(Minghui.org) I began practicing Falun Dafa in July 1997, the same year my family’s new house was built. Due to financial constraints, we did not have courtyard walls, storage, or floor tiles in the courtyard, nor did we have nice furniture. I’m an office worker and have no experience with construction work, but I watched as masons, bricklayers, and carpenters worked on my house. I didn’t have the necessary tools, but I had a strong desire to do everything well.

I watched masons build walls. When I started laying stones of different sizes, I found it difficult to build a strong and neat wall. I fiddled with it for a long time but it still didn’t look good. I felt frustrated, but didn’t give up. I thought about it and remembered I heard the masons say, “The stone will have its own place. It depends on whether you lay it correctly.” I finally figured it out and built the courtyard walls.

I also learned bricklaying and carpentry and made simple furniture. I then installed a door and tiles. I found an old wooden box, dismantled it, and made a simple cabinet.

These little things made me feel talented. My neighbors complimented me, which made me feel even better. I felt a sense of accomplishment.

Waiting for Praise from Others

I was also able to install lights, household appliances, repair circuits, and more, which was equivalent to the skill of an electrician. I’m a white collar worker which is why I was even more proud of having these skills. People often asked me for help and I often received a lot of compliments and praise. Being praised by others made me feel great.

After a practitioner’s old building was renovated, he asked me to install electricity. Several fellow practitioners and I completed the electrical installation in less than a day. I was used to receiving praise for my work, but this time no one said anything. I felt a sense of loss, which was a manifestation of my showoff mentality.

Embarrassing Situation Points out My Attachment

A practitioner’s husband had a stroke and had difficulty moving around. One day, her circuit breaker broke down and she asked me to help. When I tried to replace it, a screw came off and couldn’t be tightened. I had to go to an electrical store to get a new one.

When I tried to reinstall it, I forgot the order of wiring the threads. I had to search bit by bit, and it took me a long time. Her husband attempted to give me instructions, but I didn’t want to listen. He was anxious, started working on it and installed it successfully despite his disabilities. I went home feeling embarrassed.

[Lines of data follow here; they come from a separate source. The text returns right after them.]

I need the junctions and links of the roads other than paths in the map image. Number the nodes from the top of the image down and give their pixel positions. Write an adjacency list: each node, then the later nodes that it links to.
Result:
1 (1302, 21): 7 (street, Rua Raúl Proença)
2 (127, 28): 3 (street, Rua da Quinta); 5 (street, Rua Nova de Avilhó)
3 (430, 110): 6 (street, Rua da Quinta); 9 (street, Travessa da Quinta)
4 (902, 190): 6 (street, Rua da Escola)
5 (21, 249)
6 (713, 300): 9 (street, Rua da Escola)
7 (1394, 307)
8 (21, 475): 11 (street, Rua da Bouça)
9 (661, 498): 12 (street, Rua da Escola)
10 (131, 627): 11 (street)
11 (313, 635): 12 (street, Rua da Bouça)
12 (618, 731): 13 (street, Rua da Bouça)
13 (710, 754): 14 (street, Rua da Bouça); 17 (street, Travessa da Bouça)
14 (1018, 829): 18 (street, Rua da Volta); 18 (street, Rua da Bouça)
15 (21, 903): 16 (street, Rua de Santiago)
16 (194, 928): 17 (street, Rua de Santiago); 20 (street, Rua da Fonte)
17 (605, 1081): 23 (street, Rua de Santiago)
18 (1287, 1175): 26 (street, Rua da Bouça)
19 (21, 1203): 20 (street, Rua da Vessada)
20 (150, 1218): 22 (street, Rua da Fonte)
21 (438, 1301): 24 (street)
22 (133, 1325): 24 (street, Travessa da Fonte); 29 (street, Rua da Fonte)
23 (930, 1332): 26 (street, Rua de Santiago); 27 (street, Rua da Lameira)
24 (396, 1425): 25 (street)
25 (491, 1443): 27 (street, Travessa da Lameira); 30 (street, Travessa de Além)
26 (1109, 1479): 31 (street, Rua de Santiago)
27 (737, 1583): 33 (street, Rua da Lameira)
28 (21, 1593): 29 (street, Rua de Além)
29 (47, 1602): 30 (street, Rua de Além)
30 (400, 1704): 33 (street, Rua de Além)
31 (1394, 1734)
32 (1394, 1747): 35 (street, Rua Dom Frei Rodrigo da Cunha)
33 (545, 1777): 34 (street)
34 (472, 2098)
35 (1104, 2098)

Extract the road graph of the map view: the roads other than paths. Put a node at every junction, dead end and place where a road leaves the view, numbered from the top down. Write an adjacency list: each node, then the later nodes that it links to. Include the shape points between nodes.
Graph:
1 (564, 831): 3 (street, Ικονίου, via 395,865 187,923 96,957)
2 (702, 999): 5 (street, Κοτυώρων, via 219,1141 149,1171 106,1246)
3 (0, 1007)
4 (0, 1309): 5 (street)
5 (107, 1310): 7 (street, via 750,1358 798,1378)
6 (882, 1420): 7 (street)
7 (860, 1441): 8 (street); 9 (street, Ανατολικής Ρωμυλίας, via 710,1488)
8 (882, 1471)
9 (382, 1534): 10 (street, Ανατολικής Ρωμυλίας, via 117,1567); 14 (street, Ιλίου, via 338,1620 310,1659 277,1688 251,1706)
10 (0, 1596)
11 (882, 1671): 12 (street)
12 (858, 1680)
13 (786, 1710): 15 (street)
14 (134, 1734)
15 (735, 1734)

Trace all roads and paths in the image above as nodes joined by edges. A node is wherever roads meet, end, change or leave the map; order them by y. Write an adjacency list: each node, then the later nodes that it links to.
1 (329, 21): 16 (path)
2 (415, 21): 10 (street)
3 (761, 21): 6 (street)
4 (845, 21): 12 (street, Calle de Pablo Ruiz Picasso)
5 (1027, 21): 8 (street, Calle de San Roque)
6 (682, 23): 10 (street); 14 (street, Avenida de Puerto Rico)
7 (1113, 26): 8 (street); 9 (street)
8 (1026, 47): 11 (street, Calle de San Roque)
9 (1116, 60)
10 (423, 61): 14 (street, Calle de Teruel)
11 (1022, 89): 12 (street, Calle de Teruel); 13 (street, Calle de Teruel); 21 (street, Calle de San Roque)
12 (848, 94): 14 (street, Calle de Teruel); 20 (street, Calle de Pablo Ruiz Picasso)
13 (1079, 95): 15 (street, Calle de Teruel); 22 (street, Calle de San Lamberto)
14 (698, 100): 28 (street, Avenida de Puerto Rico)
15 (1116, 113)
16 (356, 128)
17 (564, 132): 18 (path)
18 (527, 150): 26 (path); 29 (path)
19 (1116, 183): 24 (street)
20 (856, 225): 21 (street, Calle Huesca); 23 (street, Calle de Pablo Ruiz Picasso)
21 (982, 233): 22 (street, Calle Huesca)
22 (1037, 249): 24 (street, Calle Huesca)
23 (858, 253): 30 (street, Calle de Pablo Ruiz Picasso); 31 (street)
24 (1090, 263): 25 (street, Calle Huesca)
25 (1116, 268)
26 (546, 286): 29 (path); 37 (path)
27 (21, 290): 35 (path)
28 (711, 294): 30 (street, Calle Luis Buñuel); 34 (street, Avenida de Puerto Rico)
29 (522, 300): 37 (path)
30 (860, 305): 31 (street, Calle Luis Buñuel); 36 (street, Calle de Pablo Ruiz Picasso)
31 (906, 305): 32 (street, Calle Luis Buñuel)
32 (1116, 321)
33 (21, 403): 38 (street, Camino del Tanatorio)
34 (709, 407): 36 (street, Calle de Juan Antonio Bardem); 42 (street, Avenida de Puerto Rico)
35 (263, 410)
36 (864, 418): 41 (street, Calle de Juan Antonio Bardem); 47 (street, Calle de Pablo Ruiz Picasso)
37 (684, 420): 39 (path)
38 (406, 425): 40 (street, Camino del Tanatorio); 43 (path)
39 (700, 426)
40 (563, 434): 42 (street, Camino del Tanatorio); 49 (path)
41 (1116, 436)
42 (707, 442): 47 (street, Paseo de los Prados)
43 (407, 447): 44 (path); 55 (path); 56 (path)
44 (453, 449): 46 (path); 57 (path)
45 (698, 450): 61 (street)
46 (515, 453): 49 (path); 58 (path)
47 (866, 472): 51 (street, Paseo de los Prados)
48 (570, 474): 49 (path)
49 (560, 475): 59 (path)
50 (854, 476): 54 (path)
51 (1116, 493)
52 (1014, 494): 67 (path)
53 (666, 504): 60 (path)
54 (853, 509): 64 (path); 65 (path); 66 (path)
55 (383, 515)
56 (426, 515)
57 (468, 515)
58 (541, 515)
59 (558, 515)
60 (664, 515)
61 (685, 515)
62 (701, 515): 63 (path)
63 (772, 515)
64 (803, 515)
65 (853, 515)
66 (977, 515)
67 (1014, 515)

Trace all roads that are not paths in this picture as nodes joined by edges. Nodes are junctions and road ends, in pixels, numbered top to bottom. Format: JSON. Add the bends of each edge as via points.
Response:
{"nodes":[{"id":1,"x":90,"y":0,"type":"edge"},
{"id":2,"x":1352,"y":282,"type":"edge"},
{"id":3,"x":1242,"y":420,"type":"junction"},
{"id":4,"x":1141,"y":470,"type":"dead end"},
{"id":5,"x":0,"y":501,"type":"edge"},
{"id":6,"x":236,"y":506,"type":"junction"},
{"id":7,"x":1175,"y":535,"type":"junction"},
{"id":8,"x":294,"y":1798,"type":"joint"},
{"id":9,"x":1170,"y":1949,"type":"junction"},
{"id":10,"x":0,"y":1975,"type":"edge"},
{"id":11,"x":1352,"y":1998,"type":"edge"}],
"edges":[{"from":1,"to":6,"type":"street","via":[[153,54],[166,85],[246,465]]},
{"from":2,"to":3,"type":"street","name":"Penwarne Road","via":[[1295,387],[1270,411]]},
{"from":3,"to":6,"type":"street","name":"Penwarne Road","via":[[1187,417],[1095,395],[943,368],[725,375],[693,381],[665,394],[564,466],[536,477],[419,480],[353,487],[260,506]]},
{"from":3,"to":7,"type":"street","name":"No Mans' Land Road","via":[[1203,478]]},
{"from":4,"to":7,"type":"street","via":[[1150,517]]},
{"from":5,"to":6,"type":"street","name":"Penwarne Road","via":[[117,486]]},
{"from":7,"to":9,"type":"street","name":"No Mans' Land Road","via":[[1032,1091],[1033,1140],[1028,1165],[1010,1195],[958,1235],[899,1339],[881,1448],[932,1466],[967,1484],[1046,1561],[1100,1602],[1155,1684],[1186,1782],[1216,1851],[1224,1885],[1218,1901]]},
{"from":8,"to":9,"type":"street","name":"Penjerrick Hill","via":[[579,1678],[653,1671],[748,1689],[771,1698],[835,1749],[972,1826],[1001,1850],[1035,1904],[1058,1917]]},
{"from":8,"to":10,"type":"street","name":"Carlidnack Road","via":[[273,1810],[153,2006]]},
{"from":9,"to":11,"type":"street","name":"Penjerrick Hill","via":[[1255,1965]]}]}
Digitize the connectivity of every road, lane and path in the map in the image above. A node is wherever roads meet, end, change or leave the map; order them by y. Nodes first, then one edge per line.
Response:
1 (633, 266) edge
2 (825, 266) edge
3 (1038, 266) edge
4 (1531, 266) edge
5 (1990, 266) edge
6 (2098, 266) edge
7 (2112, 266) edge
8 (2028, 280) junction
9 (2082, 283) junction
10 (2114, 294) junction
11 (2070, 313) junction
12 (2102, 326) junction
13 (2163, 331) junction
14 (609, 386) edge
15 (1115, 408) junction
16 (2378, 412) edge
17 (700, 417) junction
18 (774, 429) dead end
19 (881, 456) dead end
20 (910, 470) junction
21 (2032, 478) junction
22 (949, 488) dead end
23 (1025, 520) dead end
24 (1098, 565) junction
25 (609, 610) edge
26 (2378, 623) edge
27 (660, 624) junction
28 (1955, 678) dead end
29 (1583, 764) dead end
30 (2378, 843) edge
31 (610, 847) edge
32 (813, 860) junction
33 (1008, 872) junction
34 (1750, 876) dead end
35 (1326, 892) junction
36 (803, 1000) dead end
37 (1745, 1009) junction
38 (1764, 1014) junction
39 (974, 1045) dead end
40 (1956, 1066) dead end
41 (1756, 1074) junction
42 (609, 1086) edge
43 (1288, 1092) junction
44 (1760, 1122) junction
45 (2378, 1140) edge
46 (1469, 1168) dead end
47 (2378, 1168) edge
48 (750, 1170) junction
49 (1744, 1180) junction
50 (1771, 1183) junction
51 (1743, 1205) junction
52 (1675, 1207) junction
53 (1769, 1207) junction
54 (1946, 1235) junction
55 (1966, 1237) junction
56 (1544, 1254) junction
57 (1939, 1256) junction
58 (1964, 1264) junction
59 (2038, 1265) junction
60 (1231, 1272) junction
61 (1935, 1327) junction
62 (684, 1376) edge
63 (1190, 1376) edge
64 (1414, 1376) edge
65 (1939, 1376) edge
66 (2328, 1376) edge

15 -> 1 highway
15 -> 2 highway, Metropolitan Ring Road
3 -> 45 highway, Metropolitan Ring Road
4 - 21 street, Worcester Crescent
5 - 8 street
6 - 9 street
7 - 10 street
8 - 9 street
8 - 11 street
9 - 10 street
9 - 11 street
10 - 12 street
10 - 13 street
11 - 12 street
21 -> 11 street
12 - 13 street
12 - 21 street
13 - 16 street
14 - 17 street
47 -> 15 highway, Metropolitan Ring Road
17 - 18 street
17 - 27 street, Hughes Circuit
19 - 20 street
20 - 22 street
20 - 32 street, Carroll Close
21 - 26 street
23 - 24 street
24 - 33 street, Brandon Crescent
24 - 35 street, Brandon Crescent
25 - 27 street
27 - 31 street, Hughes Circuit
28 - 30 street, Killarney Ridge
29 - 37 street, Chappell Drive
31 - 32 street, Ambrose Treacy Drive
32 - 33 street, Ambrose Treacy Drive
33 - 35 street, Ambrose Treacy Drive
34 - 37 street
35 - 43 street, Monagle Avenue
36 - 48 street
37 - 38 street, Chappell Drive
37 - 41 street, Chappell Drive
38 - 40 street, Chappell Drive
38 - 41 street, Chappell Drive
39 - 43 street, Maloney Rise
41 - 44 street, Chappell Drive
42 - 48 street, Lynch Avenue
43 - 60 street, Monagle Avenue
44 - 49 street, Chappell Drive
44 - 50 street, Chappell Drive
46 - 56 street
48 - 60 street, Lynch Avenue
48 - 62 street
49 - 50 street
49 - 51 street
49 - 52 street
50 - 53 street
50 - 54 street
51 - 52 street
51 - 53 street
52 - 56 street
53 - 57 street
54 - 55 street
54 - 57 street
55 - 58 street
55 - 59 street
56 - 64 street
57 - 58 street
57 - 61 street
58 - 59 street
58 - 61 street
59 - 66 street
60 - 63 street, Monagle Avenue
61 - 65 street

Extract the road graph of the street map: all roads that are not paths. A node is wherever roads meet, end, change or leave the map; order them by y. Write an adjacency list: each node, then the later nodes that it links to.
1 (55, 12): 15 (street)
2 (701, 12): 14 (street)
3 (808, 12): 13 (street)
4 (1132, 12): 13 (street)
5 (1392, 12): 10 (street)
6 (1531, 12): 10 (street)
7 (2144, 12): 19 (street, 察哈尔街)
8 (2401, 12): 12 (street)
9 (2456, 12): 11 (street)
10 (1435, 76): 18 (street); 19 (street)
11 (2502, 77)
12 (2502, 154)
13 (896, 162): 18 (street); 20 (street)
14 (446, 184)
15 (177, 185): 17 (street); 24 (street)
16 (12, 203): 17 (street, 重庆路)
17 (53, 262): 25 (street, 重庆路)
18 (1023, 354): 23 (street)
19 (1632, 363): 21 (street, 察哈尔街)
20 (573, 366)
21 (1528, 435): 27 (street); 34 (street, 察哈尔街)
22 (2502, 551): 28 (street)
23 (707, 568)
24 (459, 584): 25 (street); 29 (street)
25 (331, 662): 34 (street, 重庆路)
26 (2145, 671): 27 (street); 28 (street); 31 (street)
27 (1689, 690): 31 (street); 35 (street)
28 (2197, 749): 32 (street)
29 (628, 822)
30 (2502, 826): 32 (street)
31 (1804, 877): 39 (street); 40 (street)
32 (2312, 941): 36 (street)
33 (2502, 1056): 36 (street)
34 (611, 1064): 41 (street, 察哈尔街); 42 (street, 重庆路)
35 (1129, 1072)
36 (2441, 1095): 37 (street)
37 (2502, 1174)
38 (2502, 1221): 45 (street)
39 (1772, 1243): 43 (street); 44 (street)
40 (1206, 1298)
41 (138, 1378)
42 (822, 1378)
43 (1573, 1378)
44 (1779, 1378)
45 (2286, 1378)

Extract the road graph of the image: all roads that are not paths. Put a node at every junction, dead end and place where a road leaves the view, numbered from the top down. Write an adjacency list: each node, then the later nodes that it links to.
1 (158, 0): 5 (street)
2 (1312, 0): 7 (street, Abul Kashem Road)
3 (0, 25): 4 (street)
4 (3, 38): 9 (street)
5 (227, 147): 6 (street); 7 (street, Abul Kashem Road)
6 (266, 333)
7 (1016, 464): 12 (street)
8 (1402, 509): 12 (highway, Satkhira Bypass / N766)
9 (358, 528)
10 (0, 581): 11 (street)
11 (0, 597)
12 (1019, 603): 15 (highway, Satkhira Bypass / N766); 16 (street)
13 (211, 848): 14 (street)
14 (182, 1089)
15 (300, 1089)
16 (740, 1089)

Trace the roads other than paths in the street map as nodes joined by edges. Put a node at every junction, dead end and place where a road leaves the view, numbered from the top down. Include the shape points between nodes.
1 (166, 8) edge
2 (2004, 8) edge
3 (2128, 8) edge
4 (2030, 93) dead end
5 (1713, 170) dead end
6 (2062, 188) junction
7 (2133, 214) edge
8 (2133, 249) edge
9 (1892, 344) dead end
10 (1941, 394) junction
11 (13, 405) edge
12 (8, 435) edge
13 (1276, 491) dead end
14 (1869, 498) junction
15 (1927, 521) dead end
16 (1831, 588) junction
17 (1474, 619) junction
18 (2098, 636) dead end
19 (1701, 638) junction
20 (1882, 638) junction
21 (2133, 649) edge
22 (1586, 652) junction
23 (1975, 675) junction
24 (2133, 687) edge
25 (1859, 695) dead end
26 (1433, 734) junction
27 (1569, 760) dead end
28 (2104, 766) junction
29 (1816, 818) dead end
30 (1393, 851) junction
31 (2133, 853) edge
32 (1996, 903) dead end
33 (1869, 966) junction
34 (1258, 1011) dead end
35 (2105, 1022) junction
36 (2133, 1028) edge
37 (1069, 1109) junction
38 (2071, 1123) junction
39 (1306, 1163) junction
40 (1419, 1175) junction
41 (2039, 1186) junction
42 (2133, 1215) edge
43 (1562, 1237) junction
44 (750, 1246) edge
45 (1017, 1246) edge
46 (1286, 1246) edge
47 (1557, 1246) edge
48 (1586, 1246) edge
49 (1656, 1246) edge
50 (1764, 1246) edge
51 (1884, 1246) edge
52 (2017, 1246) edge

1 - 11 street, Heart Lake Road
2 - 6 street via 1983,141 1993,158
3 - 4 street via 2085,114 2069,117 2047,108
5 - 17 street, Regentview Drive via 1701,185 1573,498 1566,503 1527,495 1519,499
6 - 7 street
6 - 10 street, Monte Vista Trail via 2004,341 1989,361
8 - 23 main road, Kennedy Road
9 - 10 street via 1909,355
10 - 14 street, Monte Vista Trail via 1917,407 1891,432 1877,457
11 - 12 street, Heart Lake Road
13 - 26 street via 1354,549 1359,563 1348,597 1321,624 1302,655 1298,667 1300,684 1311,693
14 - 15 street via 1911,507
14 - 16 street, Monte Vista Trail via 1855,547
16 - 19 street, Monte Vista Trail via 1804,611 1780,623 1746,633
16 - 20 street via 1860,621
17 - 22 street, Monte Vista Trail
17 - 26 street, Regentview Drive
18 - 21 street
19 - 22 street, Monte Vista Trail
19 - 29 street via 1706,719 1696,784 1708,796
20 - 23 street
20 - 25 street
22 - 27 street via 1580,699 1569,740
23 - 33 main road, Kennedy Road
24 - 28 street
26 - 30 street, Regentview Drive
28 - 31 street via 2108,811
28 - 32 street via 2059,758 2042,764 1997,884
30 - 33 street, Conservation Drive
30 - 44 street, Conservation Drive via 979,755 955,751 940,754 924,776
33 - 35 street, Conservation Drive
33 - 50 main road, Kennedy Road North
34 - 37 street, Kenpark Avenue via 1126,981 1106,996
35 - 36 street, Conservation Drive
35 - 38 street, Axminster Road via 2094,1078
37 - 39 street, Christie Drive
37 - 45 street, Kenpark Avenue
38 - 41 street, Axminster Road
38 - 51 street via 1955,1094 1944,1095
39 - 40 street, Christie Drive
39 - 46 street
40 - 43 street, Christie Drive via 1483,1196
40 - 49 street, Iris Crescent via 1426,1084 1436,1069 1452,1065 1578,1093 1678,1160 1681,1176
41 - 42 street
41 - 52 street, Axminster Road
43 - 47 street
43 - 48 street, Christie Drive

I searched within and saw my strong showoff mentality. I knew Master arranged this incident so I could see my attachment and eliminate it.

My Showoff Mentality Surfaces Again

Eliminating the showoff mentality is a process. Another incident happened recently which made me realize that my showoff mentality still hadn’t been fully eliminated. The time to submit papers for the “May 13th World Falun Dafa Day” was about to end. A practitioner asked me to come to her home to help another practitioner write her paper. We worked together and finished within a few hours.

It was published on the Minghui website in just six days. I was happy and wanted to share the good news with other practitioners.

On my way to the practitioner’s home, I examined myself and saw my showoff mentality. But at the same time, I still couldn’t help feeling proud and excited.

When I arrived, we were all happy. When they praised me I said modestly it was because the materials were great. When we tried to open the file on my tablet computer, the file could not be found. After trying twice, I realized it was due to my showoff mentality and the attachment to zealotry.

When I came home, I thought about this more. I viewed myself as a scholar who likes to write and is good at writing. I felt this incident proved my expertise. I thought about what Master taught us,“In other matters and in the course of cultivation, one should be sure to not develop the attachment of zealotry—this mentality can be very easily taken advantage of by demons.” (Lecture Eight, Zhuan Falun)

I saw the manifestation of my showoff mentality: I feel I’m smarter and have more abilities than others. I am capable. I like to highlight myself. I am self-centered.

I now have a deeper understanding of the saying, “Exposed rafters will rot first,” through studying the Fa and reading sharing articles on the Minghui website.

The person who takes the lead does not necessarily play a decisive role. In the past, that was usually me. As for those practitioners who cultivate in a down-to-earth manner, they work in silence. When they see any gaps they quietly make up for them. When they notice others having difficulties, they sincerely help them. They take it lightly even if others belittle or hate them. Such practitioners are the foundation for the group. They do not have a showoff mentality. They always think of others first and usually do most of the work.

I need to learn from these practitioners. I will stop treating accomplishing work as cultivation and I’ll let go of my attachments such as the showoff mentality. I will cherish this rare opportunity, and become a true Dafa practitioner.

This is my personal understanding. Please point out anything inappropriate.